* **What to produce**: Your task is to gather the lines below that hold the string "Ольги".

::: Given entries :::

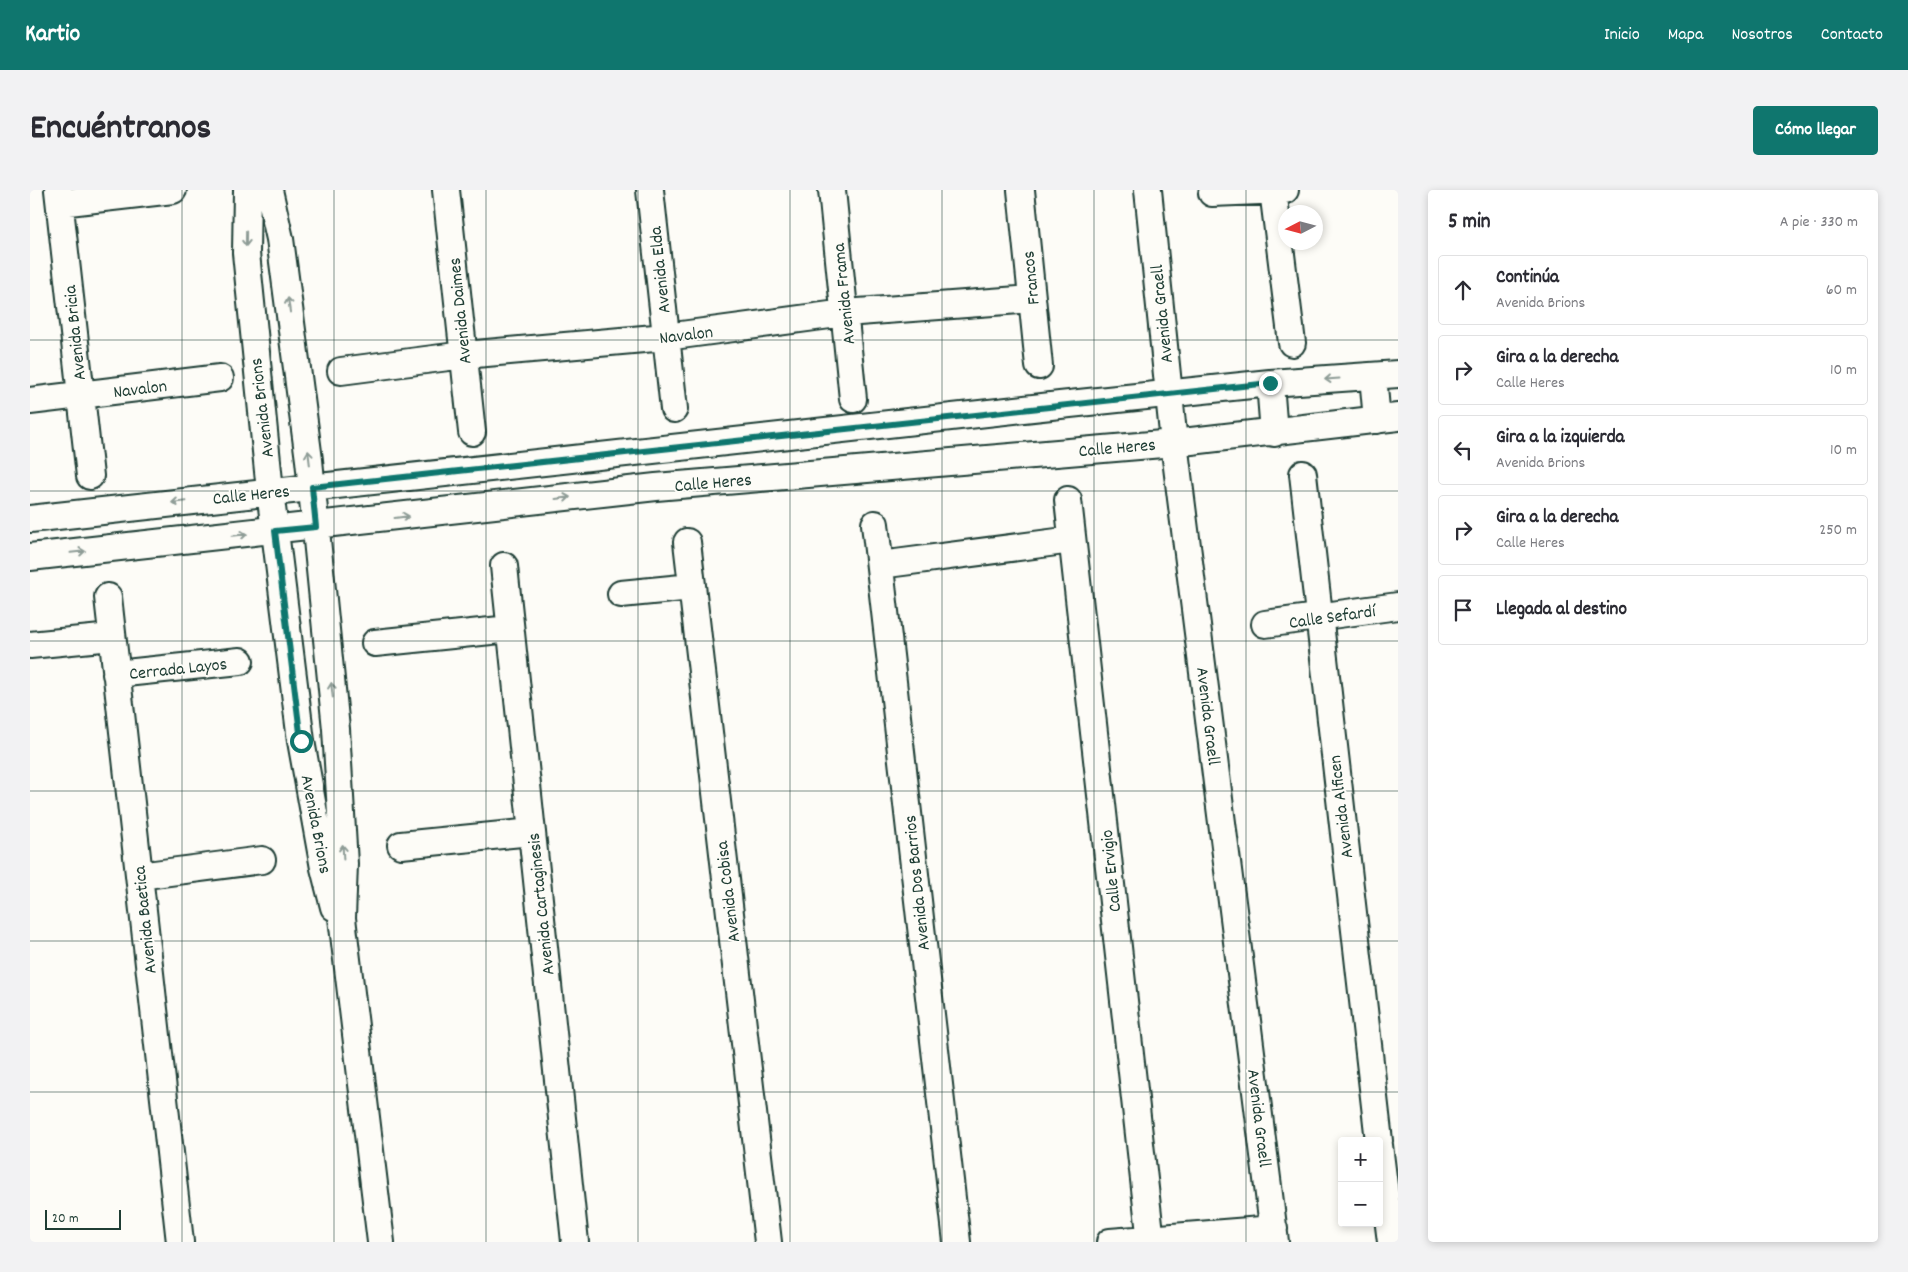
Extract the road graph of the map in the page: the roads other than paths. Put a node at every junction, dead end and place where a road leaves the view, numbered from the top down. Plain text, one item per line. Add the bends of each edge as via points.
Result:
1 (173, 190) edge
2 (247, 190) edge
3 (269, 190) edge
4 (446, 190) edge
5 (650, 190) edge
6 (832, 190) edge
7 (1021, 190) edge
8 (1148, 190) edge
9 (1277, 190) edge
10 (1212, 193) dead end
11 (59, 197) edge
12 (1032, 299) junction
13 (845, 313) junction
14 (666, 336) junction
15 (1292, 343) dead end
16 (464, 355) junction
17 (1039, 366) dead end
18 (340, 372) dead end
19 (1385, 375) edge
20 (220, 378) dead end
21 (1270, 383) junction
22 (1170, 395) junction
23 (81, 396) junction
24 (853, 399) dead end
25 (30, 401) edge
26 (674, 409) dead end
27 (1388, 419) edge
28 (472, 432) dead end
29 (1274, 433) junction
30 (1174, 442) junction
31 (1303, 474) dead end
32 (90, 476) dead end
33 (312, 487) junction
34 (270, 492) junction
35 (1068, 500) dead end
36 (30, 519) edge
37 (875, 524) dead end
38 (316, 527) junction
39 (275, 531) junction
40 (1072, 540) junction
41 (687, 542) dead end
42 (30, 557) edge
43 (880, 565) junction
44 (504, 566) dead end
45 (692, 587) junction
46 (621, 594) dead end
47 (108, 598) dead end
48 (1398, 606) edge
49 (1318, 618) junction
50 (1265, 624) dead end
51 (510, 629) junction
52 (112, 637) junction
53 (375, 643) dead end
54 (30, 645) edge
55 (240, 661) dead end
56 (116, 674) junction
57 (532, 832) junction
58 (401, 845) dead end
59 (262, 860) dead end
60 (139, 876) junction
61 (342, 918) junction
62 (1379, 1137) edge
63 (1383, 1180) edge
64 (1274, 1235) edge
65 (1151, 1240) edge
66 (180, 1242) edge
67 (381, 1242) edge
68 (575, 1242) edge
69 (768, 1242) edge
70 (957, 1242) edge
71 (1110, 1242) edge
72 (1390, 1242) edge

1 - 11 street
2 -> 34 street, Avenida Brions via 246,253
33 -> 3 street, Avenida Brions via 281,249
4 - 16 street, Avenida Daimes
5 - 14 street, Avenida Elda
6 - 13 street, Avenida Frama
7 - 12 street, Francos
8 - 22 street, Avenida Graell
9 - 10 street
9 - 15 street
11 - 23 street, Avenida Bricia
12 - 13 street, Navalon
12 - 17 street, Francos
13 - 14 street, Navalon
13 - 24 street, Avenida Frama
14 - 16 street, Navalon
14 - 26 street, Avenida Elda
16 - 18 street, Navalon
16 - 28 street, Avenida Daimes
19 -> 21 street, Calle Heres
19 - 27 street
20 - 23 street, Navalon
21 - 22 street, Calle Heres
21 - 29 street
22 - 30 street, Avenida Graell
22 - 33 street, Calle Heres via 1060,404
23 - 25 street, Navalon
23 - 32 street, Avenida Bricia
27 - 29 street, Calle Heres
29 - 30 street, Calle Heres
38 -> 30 street, Calle Heres via 656,487
30 - 64 street, Avenida Graell
31 - 49 street, Avenida Alficen
33 - 34 street, Calle Heres
33 - 38 street, Avenida Brions
34 -> 36 street, Calle Heres
34 - 39 street, Avenida Brions
35 - 40 street, Calle Ervigio
37 - 43 street, Avenida Dos Barrios
38 - 39 street, Calle Heres
61 -> 38 street, Avenida Brions via 344,864 336,729
42 -> 39 street, Calle Heres
39 - 61 street, Avenida Brions via 301,741 324,868 333,904
40 - 43 street
40 - 65 street, Calle Ervigio
41 - 45 street, Avenida Cobisa
43 - 70 street, Avenida Dos Barrios
44 - 51 street, Avenida Cartaginesis
45 - 46 street
45 - 69 street, Avenida Cobisa
47 - 52 street, Avenida Baetica
48 - 49 street, Calle Sefardí
49 - 50 street, Calle Sefardí
49 - 62 street, Avenida Alficen
51 - 53 street
51 - 57 street, Avenida Cartaginesis
52 - 54 street
52 - 56 street, Avenida Baetica
55 - 56 street, Cerrada Layos
56 - 60 street, Avenida Baetica
57 - 58 street
57 - 68 street, Avenida Cartaginesis
59 - 60 street
60 - 66 street, Avenida Baetica
61 - 67 street, Avenida Brions
63 - 72 street
64 - 65 street
65 - 71 street

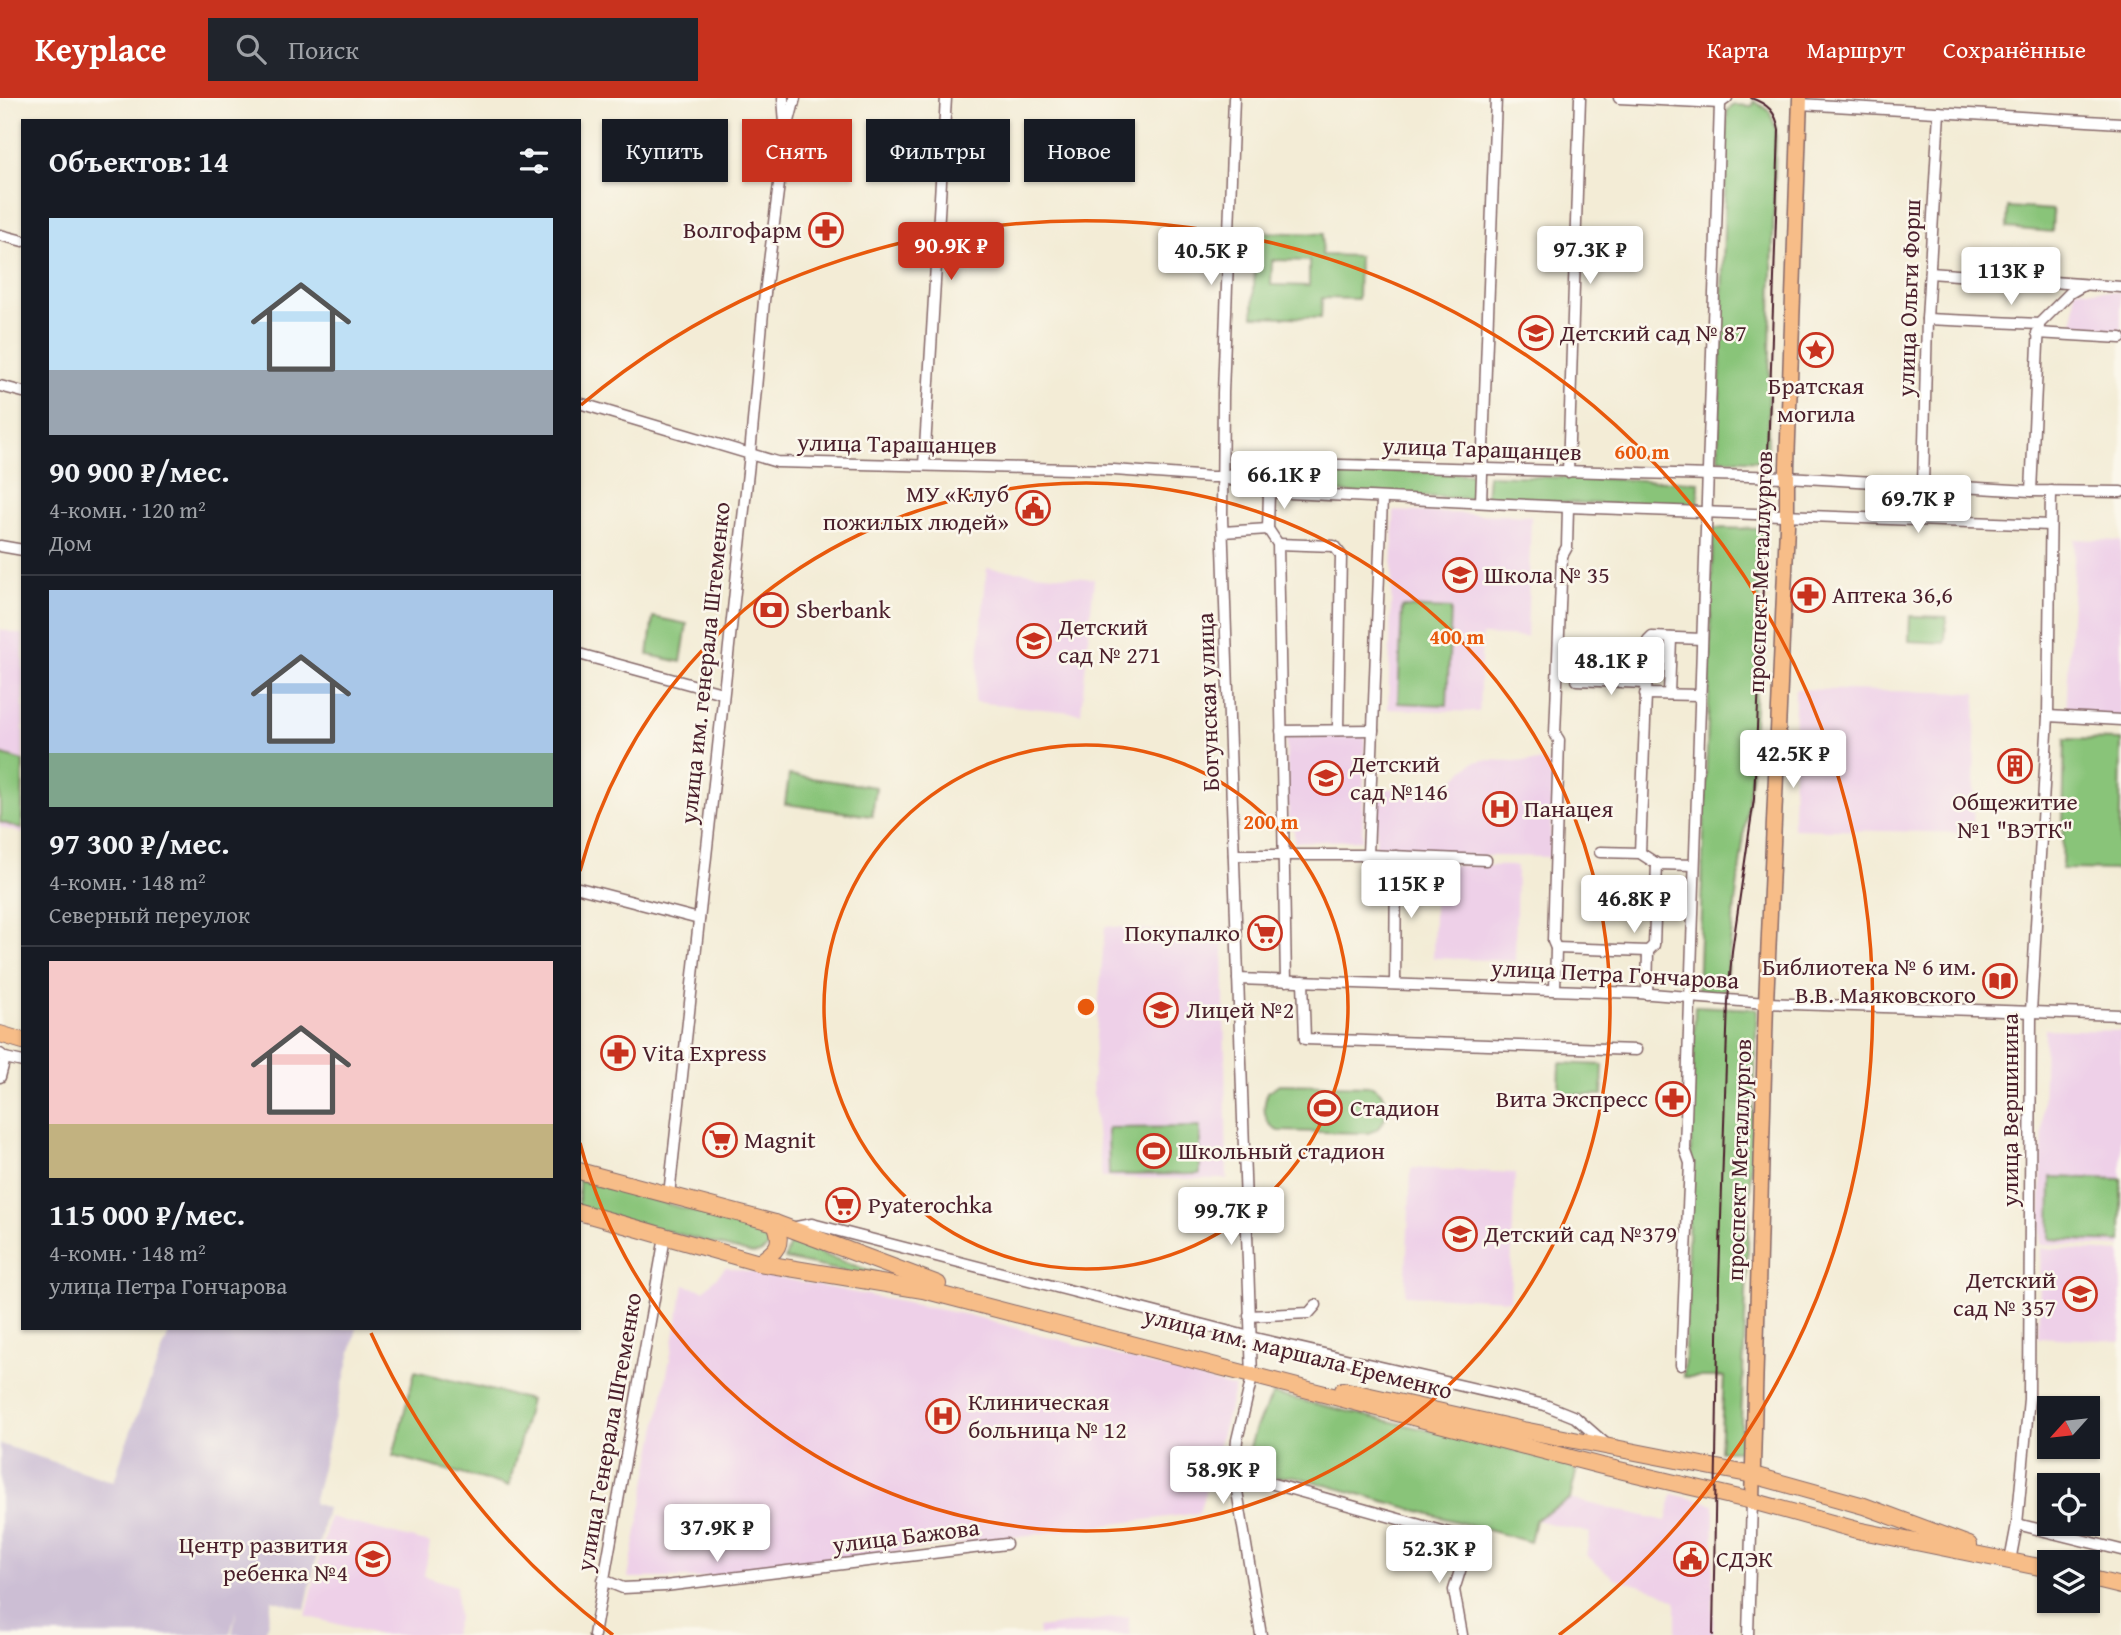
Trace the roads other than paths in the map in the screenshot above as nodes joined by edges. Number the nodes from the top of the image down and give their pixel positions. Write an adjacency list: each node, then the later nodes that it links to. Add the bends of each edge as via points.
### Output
1 (783, 98): 11 (street, улица им. генерала Штеменко)
2 (795, 98): 12 (street, улица им. генерала Штеменко)
3 (946, 98): 27 (street)
4 (1234, 98): 31 (street, Богунская улица)
5 (1496, 98): 28 (street)
6 (1580, 98): 29 (street)
7 (1619, 98): 8 (street)
8 (1723, 101): 30 (street)
9 (1800, 101): 10 (street); 32 (main road, проспект Металлургов)
10 (1939, 112): 13 (street); 17 (street, улица Ольги Форш)
11 (784, 119)
12 (790, 119)
13 (2121, 123)
14 (779, 182): 26 (street, улица им. генерала Штеменко)
15 (0, 235): 16 (street)
16 (21, 240)
17 (1930, 273): 18 (street); 20 (street, улица Ольги Форш)
18 (2086, 284): 19 (street); 21 (street, via 2070,292)
19 (2121, 287)
20 (1927, 318): 21 (street); 33 (street, улица Ольги Форш)
21 (2038, 329): 22 (street); 34 (street)
22 (2121, 338)
23 (0, 386): 24 (street)
24 (21, 391)
25 (581, 404): 26 (street, улица Таращанцев)
26 (750, 454): 27 (street, улица Таращанцев, via 776,462); 54 (street, улица им. генерала Штеменко)
27 (924, 465): 31 (street, улица Таращанцев)
28 (1484, 470): 29 (street, улица Таращанцев); 31 (street, улица Таращанцев, via 1266,463); 39 (street)
29 (1568, 472): 30 (street, улица Таращанцев)
30 (1709, 476): 32 (street, улица Таращанцев); 41 (street)
31 (1222, 477): 36 (street, улица Таращанцев); 45 (street, Богунская улица)
32 (1787, 477): 33 (street, улица Таращанцев); 42 (main road, проспект Металлургов)
33 (1923, 486): 34 (street, улица Таращанцев)
34 (2031, 491): 35 (street, улица Таращанцев)
35 (2051, 491): 37 (street, улица Таращанцев); 43 (street, улица Вершинина)
36 (1269, 492): 38 (street, улица Таращанцев); 44 (street)
37 (2121, 492)
38 (1382, 499): 39 (street, улица Таращанцев); 60 (street)
39 (1481, 502): 40 (street, улица Таращанцев)
40 (1568, 507): 41 (street, улица Таращанцев); 73 (street, via 1555,734 1559,740)
41 (1707, 512): 42 (street, улица Таращанцев); 50 (street)
42 (1787, 515): 43 (street, улица Таращанцев); 82 (main road, проспект Металлургов)
43 (2050, 525): 57 (street, улица Вершинина)
44 (1268, 529): 45 (street); 46 (street)
45 (1223, 532): 64 (street, Богунская улица)
46 (1278, 544): 59 (street, via 1334,546 1341,555); 61 (street)
47 (0, 546): 48 (street)
48 (21, 550)
49 (1671, 638): 50 (street); 53 (street, via 1648,641); 55 (street)
50 (1702, 639): 56 (street)
51 (581, 655): 54 (street)
52 (1577, 680): 53 (street)
53 (1645, 688): 55 (street); 63 (street)
54 (722, 694): 72 (street, улица им. генерала Штеменко)
55 (1669, 694): 56 (street)
56 (1700, 695): 70 (street)
57 (2048, 716): 58 (street); 83 (street, улица Вершинина)
58 (2121, 720)
59 (1338, 730): 60 (street); 61 (street)
60 (1373, 730): 66 (street)
61 (1281, 731): 65 (street)
62 (1600, 852): 63 (street)
63 (1640, 853): 69 (street)
64 (1234, 855): 65 (street); 75 (street, Богунская улица)
65 (1284, 855): 66 (street); 76 (street)
66 (1368, 855): 67 (street)
67 (1396, 856): 68 (street); 78 (street)
68 (1486, 860)
69 (1657, 864): 70 (street); 74 (street, via 1654,945)
70 (1694, 865): 81 (street)
71 (581, 889): 72 (street)
72 (699, 919): 93 (street, улица им. генерала Штеменко)
73 (1556, 948): 74 (street); 79 (street)
74 (1648, 951): 80 (street)
75 (1238, 979): 76 (street, улица Петра Гончарова); 99 (street, Богунская улица)
76 (1286, 981): 77 (street, улица Петра Гончарова)
77 (1303, 981): 78 (street, улица Петра Гончарова); 88 (street, via 1305,1039)
78 (1395, 984): 79 (street, улица Петра Гончарова)
79 (1555, 990): 80 (street, улица Петра Гончарова)
80 (1647, 994): 81 (street, улица Петра Гончарова)
81 (1689, 998): 82 (street, улица Петра Гончарова); 101 (street, via 1685,1150 1689,1163)
82 (1766, 1003): 83 (street, улица Петра Гончарова); 106 (main road, проспект Металлургов)
83 (2031, 1012): 84 (street, улица Петра Гончарова); 109 (street, улица Вершинина, via 2029,1399)
84 (2121, 1015)
85 (21, 1032): 86 (highway)
86 (0, 1034): 87 (highway)
87 (21, 1040)
88 (1636, 1050)
89 (2, 1056): 90 (street); 91 (street)
90 (21, 1061)
91 (0, 1077)
92 (581, 1172): 93 (highway, улица им. маршала Еременко)
93 (669, 1195): 95 (highway, улица им. маршала Еременко)
94 (581, 1213): 96 (highway, улица им. маршала Еременко)
95 (782, 1226): 97 (highway, via 779,1244); 100 (street, via 813,1224); 102 (highway, улица им. маршала Еременко, via 922,1280)
96 (664, 1237): 97 (highway, улица им. маршала Еременко); 115 (street, улица Генерала Штеменко)
97 (759, 1263): 102 (highway, улица им. маршала Еременко, via 923,1290)
98 (1316, 1305): 99 (street, via 1309,1313)
99 (1249, 1316): 100 (street, Богунская улица)
100 (1250, 1337): 102 (street, Богунская улица); 103 (street, via 1545,1405 1576,1417)
101 (1681, 1365)
102 (1252, 1373): 103 (highway, улица им. маршала Еременко); 104 (highway, улица им. маршала Еременко); 105 (street, Богунская улица)
103 (1608, 1445): 104 (highway, via 1601,1451); 106 (highway, улица им. маршала Еременко)
104 (1602, 1466): 107 (highway, улица им. маршала Еременко)
105 (1234, 1473): 119 (street, Богунская улица); 120 (street, via 1469,1539 1454,1590)
106 (1753, 1475): 107 (main road, проспект Металлургов); 108 (highway, улица им. маршала Еременко)
107 (1752, 1500): 110 (highway, улица им. маршала Еременко); 121 (street, проспект Металлургов)
108 (1864, 1506): 110 (highway, via 1866,1514); 113 (highway, улица им. маршала Еременко)
109 (2017, 1524): 112 (street); 113 (street, улица Вершинина)
110 (1857, 1530): 113 (highway, улица им. маршала Еременко)
111 (1006, 1545): 115 (street, улица Бажова, via 666,1586 623,1588)
112 (2121, 1550)
113 (2010, 1560): 114 (highway, улица им. маршала Еременко)
114 (2037, 1566)
115 (604, 1580): 118 (street, улица Генерала Штеменко)
116 (2100, 1581): 117 (highway)
117 (2121, 1586)
118 (594, 1635)
119 (1261, 1635)
120 (1462, 1635)
121 (1748, 1635)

:::

* **Result**:
10 (1939, 112): 13 (street); 17 (street, улица Ольги Форш)
17 (1930, 273): 18 (street); 20 (street, улица Ольги Форш)
20 (1927, 318): 21 (street); 33 (street, улица Ольги Форш)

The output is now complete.